Así fue que sin decirle nada a nadie, en los primeros días del mes de diciembre ingerí un medio de contraste y me hice a mi mismo un estudio radiológico que se llama Colon por Ingesta. No me sorprendió el resultado. Confirmó lo que ya sospechaba: una extensa lesión en el Colon Sigmoides que no podía ser otra cosa que la palabra maldita: Cáncer.
Decidí, no decirle a nadie, ni familia ni colegas, lo que me estaba pasando. Creí que era demasiado tarde, que mi destino ya estaba jugado y me sumergí en el trabajo tratando de no pensar en nada de lo que me ocurría. Tontamente había elegido la actitud del avestruz ante el peligro. El 31 de diciembre todo el mundo estaba eufórico por el cambio de siglo, ansioso para ver si las computadoras iban a pasar de 1999 a 2000. En realidad fue una falsa alarma: las PC siguieron como debía ser, marcando las horas y los días. Esa noche brindaba con un pequeño sorbo para no enojar al monstruo que me es-taba comiendo por dentro. Mientras todos, alegres y despreocupados chocaban mi copa y me decían ¡Salud! ¡Por muchos años más! Se me estrujaba el corazón… ¡Si supieran lo que me pasa!
Así llegué a los primeros días de marzo. El domingo 12, a la tarde, empecé a tener fiebre. Mi esposa, asombrada, me preguntó: “Amor…que raro. ¿Qué te pasa?” Llevábamos 33 años de casados y nunca me había visto en cama tiritando de frío. En-tonces simplemente le dije: “Negra, perdoname que no te haya dicho antes, pero…tengo Cáncer de Colon avanzado”

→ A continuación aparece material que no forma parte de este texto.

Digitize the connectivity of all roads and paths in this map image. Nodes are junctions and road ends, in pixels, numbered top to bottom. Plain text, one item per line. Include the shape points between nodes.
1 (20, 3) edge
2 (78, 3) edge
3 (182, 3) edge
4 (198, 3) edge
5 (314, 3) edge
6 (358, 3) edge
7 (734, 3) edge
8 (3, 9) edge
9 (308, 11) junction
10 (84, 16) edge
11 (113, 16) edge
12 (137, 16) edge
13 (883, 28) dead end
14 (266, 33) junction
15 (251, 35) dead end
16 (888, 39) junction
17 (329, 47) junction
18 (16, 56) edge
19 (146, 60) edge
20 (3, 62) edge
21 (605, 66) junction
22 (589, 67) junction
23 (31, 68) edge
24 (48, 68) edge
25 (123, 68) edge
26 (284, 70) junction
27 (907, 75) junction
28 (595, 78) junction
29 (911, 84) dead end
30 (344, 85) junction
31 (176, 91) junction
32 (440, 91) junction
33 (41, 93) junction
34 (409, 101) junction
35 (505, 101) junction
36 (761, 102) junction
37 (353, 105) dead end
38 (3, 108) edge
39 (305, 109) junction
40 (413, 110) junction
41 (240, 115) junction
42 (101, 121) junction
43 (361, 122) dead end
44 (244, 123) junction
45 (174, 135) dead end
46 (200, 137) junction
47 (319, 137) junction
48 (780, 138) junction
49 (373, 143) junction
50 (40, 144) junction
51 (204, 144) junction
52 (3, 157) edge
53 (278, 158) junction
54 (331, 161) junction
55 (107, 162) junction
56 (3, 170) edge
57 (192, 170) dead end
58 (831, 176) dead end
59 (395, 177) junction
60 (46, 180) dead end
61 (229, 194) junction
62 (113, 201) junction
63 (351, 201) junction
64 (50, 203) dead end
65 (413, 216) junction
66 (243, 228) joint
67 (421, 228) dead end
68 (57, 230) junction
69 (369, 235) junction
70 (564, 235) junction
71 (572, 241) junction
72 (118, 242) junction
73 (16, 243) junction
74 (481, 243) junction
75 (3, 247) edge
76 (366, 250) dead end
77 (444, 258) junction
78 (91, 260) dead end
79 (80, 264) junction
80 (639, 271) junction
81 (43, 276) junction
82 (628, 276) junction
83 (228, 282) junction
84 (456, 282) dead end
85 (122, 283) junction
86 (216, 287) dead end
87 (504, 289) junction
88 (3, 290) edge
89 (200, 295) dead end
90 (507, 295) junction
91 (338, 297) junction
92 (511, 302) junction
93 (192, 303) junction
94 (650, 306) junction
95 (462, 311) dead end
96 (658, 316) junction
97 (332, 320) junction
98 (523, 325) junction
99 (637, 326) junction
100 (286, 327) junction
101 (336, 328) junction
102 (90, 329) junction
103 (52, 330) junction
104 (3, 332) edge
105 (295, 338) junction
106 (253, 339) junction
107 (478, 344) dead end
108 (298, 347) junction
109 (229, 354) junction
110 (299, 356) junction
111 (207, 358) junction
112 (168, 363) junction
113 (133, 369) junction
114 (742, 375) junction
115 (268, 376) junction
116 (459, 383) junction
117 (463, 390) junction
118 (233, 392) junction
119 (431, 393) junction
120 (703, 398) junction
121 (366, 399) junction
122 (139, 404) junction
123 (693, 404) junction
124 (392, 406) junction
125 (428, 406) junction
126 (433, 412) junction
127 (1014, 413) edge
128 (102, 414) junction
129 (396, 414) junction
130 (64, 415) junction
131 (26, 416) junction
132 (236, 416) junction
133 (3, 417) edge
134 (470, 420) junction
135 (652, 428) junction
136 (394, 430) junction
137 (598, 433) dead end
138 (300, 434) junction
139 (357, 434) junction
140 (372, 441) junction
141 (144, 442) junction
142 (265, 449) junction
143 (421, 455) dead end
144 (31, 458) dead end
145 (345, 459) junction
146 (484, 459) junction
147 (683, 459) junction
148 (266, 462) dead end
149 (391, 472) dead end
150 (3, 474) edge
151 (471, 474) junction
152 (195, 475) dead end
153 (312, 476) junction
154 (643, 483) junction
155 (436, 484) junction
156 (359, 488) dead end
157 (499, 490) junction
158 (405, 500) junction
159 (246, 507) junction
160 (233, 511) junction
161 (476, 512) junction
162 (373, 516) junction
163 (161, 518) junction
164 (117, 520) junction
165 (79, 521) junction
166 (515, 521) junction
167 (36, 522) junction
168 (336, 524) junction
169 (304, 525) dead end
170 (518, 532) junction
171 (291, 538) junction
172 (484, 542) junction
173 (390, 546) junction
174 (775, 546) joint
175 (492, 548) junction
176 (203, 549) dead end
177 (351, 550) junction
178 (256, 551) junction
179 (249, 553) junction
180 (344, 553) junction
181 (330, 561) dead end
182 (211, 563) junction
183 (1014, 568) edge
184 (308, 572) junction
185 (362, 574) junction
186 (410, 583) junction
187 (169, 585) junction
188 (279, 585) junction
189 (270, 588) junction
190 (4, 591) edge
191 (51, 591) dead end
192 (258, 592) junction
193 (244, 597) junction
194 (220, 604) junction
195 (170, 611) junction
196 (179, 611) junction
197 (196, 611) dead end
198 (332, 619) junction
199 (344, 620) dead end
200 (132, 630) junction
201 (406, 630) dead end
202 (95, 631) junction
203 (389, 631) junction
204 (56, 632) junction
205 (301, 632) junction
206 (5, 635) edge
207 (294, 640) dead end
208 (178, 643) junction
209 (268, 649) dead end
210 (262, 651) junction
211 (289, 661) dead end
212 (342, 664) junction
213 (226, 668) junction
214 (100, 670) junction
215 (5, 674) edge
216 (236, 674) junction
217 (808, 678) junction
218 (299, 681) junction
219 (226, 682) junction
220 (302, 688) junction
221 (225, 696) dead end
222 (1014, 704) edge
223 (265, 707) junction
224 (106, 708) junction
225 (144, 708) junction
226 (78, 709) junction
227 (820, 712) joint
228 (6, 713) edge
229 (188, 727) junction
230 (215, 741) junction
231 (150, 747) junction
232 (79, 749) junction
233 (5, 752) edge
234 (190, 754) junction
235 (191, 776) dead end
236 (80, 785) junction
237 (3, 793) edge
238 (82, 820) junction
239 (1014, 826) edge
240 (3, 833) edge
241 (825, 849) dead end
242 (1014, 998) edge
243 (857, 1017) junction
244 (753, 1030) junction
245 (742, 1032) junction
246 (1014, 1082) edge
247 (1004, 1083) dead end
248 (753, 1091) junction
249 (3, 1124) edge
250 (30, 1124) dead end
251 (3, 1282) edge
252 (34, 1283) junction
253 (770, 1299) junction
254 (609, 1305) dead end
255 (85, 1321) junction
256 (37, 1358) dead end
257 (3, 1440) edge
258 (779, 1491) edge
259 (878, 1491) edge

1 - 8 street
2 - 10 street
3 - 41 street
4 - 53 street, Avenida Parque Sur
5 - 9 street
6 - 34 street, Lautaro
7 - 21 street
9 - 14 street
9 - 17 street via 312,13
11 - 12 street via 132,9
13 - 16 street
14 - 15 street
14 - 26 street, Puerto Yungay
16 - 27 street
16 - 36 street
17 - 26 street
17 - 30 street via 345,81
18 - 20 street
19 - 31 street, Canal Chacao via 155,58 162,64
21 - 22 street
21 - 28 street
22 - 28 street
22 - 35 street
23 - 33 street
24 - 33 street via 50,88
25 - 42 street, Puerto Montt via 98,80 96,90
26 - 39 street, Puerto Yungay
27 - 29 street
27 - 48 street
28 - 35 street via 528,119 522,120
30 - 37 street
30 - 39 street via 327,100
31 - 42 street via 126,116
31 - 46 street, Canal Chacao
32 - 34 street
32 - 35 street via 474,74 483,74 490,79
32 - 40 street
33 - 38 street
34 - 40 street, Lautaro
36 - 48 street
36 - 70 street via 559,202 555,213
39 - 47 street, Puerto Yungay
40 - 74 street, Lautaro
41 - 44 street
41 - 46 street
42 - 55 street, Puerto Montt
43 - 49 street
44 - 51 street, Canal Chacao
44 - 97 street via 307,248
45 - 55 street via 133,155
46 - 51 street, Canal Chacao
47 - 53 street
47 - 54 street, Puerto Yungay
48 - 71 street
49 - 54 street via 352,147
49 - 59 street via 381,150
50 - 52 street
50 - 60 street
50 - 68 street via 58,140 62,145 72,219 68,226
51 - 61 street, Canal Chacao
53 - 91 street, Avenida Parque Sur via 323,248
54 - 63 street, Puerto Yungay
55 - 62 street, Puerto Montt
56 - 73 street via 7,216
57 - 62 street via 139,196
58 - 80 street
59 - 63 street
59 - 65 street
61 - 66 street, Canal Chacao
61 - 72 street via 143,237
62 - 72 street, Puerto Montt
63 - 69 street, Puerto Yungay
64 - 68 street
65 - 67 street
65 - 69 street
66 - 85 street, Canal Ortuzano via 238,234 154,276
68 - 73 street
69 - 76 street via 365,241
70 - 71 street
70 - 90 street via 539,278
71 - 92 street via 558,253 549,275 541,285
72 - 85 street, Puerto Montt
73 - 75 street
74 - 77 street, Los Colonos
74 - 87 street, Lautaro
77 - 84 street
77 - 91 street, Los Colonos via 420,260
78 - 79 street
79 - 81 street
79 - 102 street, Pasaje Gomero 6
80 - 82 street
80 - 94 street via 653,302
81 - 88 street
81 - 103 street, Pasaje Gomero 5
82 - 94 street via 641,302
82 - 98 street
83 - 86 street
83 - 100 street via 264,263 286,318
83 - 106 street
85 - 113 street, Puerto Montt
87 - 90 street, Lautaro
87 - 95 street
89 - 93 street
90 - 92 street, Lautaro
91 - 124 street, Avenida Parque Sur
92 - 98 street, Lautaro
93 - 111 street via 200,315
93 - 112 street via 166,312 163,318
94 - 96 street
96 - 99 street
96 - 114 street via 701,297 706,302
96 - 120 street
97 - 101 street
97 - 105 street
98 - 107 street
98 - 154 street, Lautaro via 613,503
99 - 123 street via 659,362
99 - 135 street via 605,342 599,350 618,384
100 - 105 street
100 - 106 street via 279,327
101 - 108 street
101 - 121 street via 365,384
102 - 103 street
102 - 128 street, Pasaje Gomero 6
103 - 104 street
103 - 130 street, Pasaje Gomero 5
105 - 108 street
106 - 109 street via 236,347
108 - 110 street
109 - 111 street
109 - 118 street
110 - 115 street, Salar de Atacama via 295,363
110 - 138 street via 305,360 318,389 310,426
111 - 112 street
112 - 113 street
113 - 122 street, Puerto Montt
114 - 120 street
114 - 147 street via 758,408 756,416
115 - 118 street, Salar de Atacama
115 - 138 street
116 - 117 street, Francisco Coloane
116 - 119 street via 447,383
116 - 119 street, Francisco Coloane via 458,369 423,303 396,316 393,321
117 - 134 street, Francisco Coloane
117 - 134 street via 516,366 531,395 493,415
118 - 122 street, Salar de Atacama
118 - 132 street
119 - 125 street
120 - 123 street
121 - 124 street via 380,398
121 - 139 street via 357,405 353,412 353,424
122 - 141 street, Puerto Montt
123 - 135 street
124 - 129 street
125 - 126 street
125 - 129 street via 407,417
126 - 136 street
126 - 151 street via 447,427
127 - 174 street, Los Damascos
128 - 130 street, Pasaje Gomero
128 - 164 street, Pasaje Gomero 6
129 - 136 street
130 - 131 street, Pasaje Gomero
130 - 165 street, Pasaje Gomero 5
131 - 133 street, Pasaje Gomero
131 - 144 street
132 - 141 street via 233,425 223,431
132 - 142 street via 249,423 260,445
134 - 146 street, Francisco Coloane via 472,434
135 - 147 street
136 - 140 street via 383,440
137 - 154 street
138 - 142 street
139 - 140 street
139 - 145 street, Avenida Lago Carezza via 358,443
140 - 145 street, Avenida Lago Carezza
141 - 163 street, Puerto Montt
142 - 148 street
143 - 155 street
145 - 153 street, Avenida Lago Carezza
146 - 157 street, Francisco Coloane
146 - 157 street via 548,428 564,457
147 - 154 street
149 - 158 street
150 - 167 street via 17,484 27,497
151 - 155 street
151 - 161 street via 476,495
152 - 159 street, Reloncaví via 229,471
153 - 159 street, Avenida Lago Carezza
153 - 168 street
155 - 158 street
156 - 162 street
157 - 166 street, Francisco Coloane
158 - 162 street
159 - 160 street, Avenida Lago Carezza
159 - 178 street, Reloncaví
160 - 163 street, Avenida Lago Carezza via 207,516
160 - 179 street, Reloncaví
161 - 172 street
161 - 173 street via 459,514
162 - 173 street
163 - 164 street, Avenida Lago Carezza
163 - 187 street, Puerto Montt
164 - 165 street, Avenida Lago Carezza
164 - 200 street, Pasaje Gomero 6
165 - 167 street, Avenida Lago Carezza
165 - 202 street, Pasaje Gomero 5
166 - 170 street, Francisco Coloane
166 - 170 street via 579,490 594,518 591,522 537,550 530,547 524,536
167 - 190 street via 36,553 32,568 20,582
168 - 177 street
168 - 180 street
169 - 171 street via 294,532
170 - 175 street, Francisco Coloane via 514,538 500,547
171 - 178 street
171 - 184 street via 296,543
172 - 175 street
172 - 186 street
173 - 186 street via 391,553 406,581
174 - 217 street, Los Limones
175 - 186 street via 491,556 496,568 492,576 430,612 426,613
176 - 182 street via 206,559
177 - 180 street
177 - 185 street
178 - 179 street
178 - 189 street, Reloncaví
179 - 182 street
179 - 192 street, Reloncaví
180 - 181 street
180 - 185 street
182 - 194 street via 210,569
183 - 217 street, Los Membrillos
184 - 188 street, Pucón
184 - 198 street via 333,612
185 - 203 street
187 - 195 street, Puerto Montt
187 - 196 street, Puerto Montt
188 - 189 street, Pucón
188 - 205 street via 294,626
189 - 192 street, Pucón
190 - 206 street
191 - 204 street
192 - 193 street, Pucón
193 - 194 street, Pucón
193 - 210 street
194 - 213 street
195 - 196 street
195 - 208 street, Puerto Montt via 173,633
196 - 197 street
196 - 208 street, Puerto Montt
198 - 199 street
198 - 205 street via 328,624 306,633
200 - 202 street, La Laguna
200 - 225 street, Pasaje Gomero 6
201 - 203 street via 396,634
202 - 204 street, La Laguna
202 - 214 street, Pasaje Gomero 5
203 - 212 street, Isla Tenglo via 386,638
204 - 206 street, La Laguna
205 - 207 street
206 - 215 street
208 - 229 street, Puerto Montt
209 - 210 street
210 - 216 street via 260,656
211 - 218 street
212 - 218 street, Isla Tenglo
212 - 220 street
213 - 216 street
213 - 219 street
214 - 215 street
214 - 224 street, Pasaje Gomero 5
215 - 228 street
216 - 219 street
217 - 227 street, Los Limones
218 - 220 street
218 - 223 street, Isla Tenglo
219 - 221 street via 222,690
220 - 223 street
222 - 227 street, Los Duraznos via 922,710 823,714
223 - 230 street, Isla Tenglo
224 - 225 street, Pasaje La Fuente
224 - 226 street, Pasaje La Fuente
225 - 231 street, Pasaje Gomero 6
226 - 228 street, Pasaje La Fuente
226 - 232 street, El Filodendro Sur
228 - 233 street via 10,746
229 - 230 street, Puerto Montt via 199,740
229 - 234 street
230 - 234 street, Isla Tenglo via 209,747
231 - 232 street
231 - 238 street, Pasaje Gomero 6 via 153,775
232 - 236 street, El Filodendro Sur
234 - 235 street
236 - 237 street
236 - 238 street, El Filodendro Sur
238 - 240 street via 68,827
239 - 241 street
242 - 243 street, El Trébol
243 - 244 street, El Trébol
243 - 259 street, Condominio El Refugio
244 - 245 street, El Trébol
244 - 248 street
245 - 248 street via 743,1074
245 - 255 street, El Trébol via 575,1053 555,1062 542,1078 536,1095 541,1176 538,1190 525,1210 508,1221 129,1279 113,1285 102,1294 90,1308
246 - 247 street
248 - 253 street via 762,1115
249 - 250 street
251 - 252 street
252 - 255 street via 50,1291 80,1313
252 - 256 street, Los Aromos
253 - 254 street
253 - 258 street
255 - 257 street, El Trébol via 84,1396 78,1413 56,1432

Ardió Troya. Recriminación dolida, con amor y lágrimas, llamado a uno de mis colegas. Internación, suero, antibióticos. El martes me llevaron a la ciudad de Córdoba. Ese viernes me operaron. Desperté con una bolsita para la materia fecal en mi flanco derecho. Me habían extirpado 27 centímetros del Colon, entre el descendente y el Sig-moides. La Anatomía Patológica dio que la neoplasia ocupaba todo el grosor del tubo digestivo e invadía un poco de la grasa que rodea al intestino. Pero no había ganglios tomados. Me dije: no me voy a morir de esto. Dios tiene designios que yo no conozco. Evolucioné sin complicaciones.
Luego de hacerme 35 sesiones de Radioterapia seguí con Quimioterapia semanal durante seis meses. Me la hacía los viernes a la tarde para poder trabajar de lunes a jueves. La bolsita en el flanco fue un duro aprendizaje para mí y para mi esposa. Con mis amigos íntimos bromeaba: “Nadie caga más arriba del culo que yo”
Finalmente me operaron para reconectar el tránsito intestinal el 9 de octubre. Y en enero de 2001 mi oncólogo, sonriendo, ellos que en esa época casi siempre lloraban, me dijo: “Bueno, Doc, póngase las patas de rana y váyase al mar que tanto le gusta”
Siempre sentí que llegué hasta el borde del precipicio y que, por ventura, pude volver sobre mis pasos. Seguí atendiendo durante 12 años mi consultorio hasta que me jubilé. En mi experiencia sé que pude salvar algunas vidas con diagnósticos oportunos. Y a mi trabajo como médico le agregué detalles que aprendí al estar “del otro lado del mostrador”: lo importante que es el tenerle tomada la mano al paciente ansioso, no sólo para tomarle el pulso, sino la mano, con calidez y una palabra amable y tranquilizadora.
Ojalá algún colega joven lea esto y reflexione: no diga Fulano de Tal “hizo” un infarto. Porque Fulano de Tal es un ser humano que no tuvo el infarto porque “quiso” hacerlo. Es más importante averiguar por qué lo padeció. Y si no se puede, dele la mano y apriétasela con calidez. Le aseguro que la medicación potenciará su efecto por las endorfinas que su simple gesto generó.